BEGIN
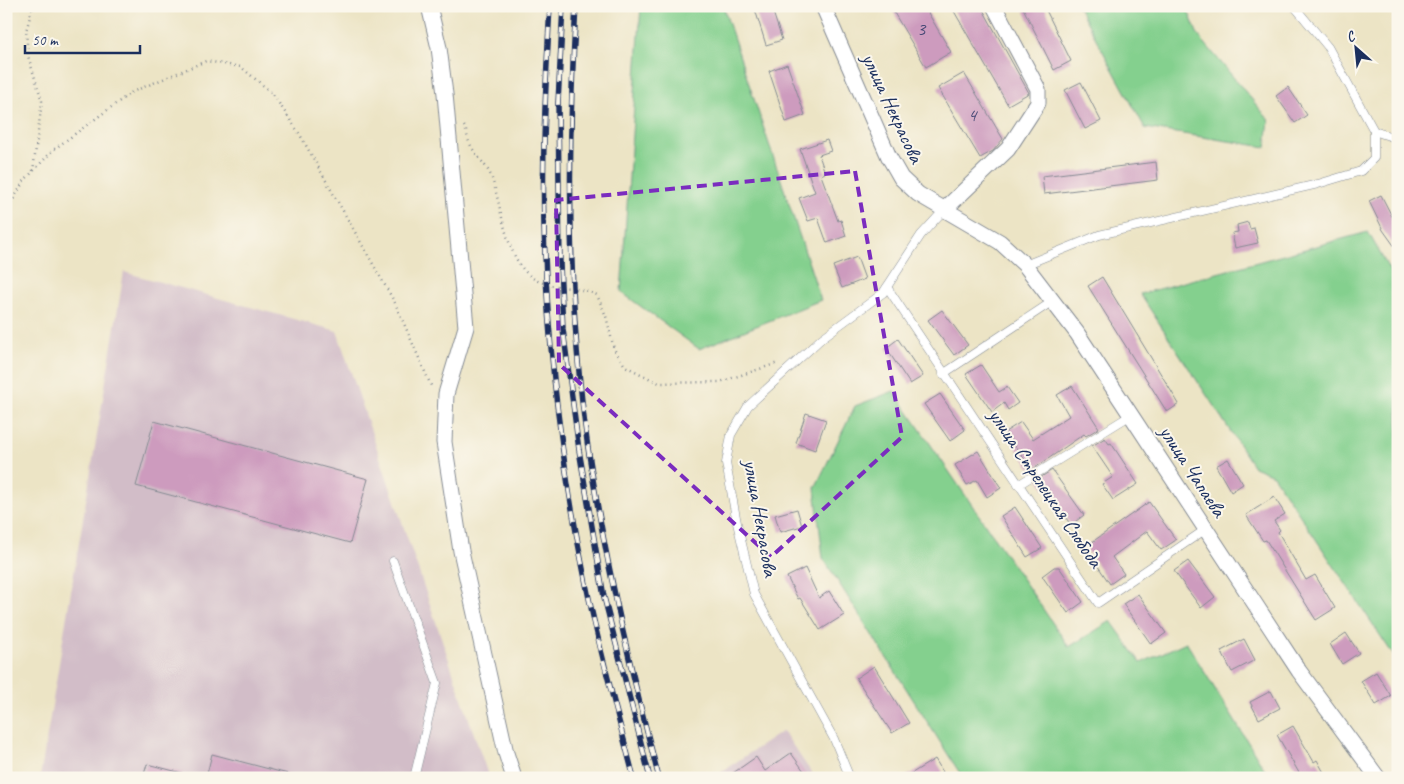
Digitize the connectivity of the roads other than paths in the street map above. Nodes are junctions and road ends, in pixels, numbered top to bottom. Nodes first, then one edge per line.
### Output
1 (429, 6) edge
2 (823, 6) edge
3 (994, 6) edge
4 (1294, 6) edge
5 (1374, 131) junction
6 (1398, 139) edge
7 (947, 211) junction
8 (1025, 265) junction
9 (887, 287) junction
10 (1053, 301) junction
11 (943, 374) junction
12 (1131, 415) junction
13 (1018, 485) junction
14 (1206, 529) junction
15 (393, 561) dead end
16 (414, 778) edge
17 (514, 778) edge
18 (850, 778) edge
19 (1378, 778) edge

1 - 17 street
2 - 7 street, улица Некрасова
3 - 7 street
4 - 5 lane
5 - 6 lane
5 - 8 lane
7 - 8 street, улица Чапаева
7 - 9 lane, улица Некрасова
8 - 10 street, улица Чапаева
9 - 11 lane, улица Стрелецкая Слобода
9 - 18 lane, улица Некрасова
10 - 11 lane
10 - 12 street, улица Чапаева
11 - 13 lane, улица Стрелецкая Слобода
12 - 13 lane
12 - 14 street, улица Чапаева
13 - 14 lane, улица Стрелецкая Слобода
14 - 19 street, улица Чапаева
15 - 16 lane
END
:: Try it ::
Go through the records above and write out every line exactly, passing over the pictures.

:: Reply to the task ::
Digitize the connectivity of the roads other than paths in the street map above. Nodes are junctions and road ends, in pixels, numbered top to bottom. Nodes first, then one edge per line.
### Output
1 (429, 6) edge
2 (823, 6) edge
3 (994, 6) edge
4 (1294, 6) edge
5 (1374, 131) junction
6 (1398, 139) edge
7 (947, 211) junction
8 (1025, 265) junction
9 (887, 287) junction
10 (1053, 301) junction
11 (943, 374) junction
12 (1131, 415) junction
13 (1018, 485) junction
14 (1206, 529) junction
15 (393, 561) dead end
16 (414, 778) edge
17 (514, 778) edge
18 (850, 778) edge
19 (1378, 778) edge

1 - 17 street
2 - 7 street, улица Некрасова
3 - 7 street
4 - 5 lane
5 - 6 lane
5 - 8 lane
7 - 8 street, улица Чапаева
7 - 9 lane, улица Некрасова
8 - 10 street, улица Чапаева
9 - 11 lane, улица Стрелецкая Слобода
9 - 18 lane, улица Некрасова
10 - 11 lane
10 - 12 street, улица Чапаева
11 - 13 lane, улица Стрелецкая Слобода
12 - 13 lane
12 - 14 street, улица Чапаева
13 - 14 lane, улица Стрелецкая Слобода
14 - 19 street, улица Чапаева
15 - 16 lane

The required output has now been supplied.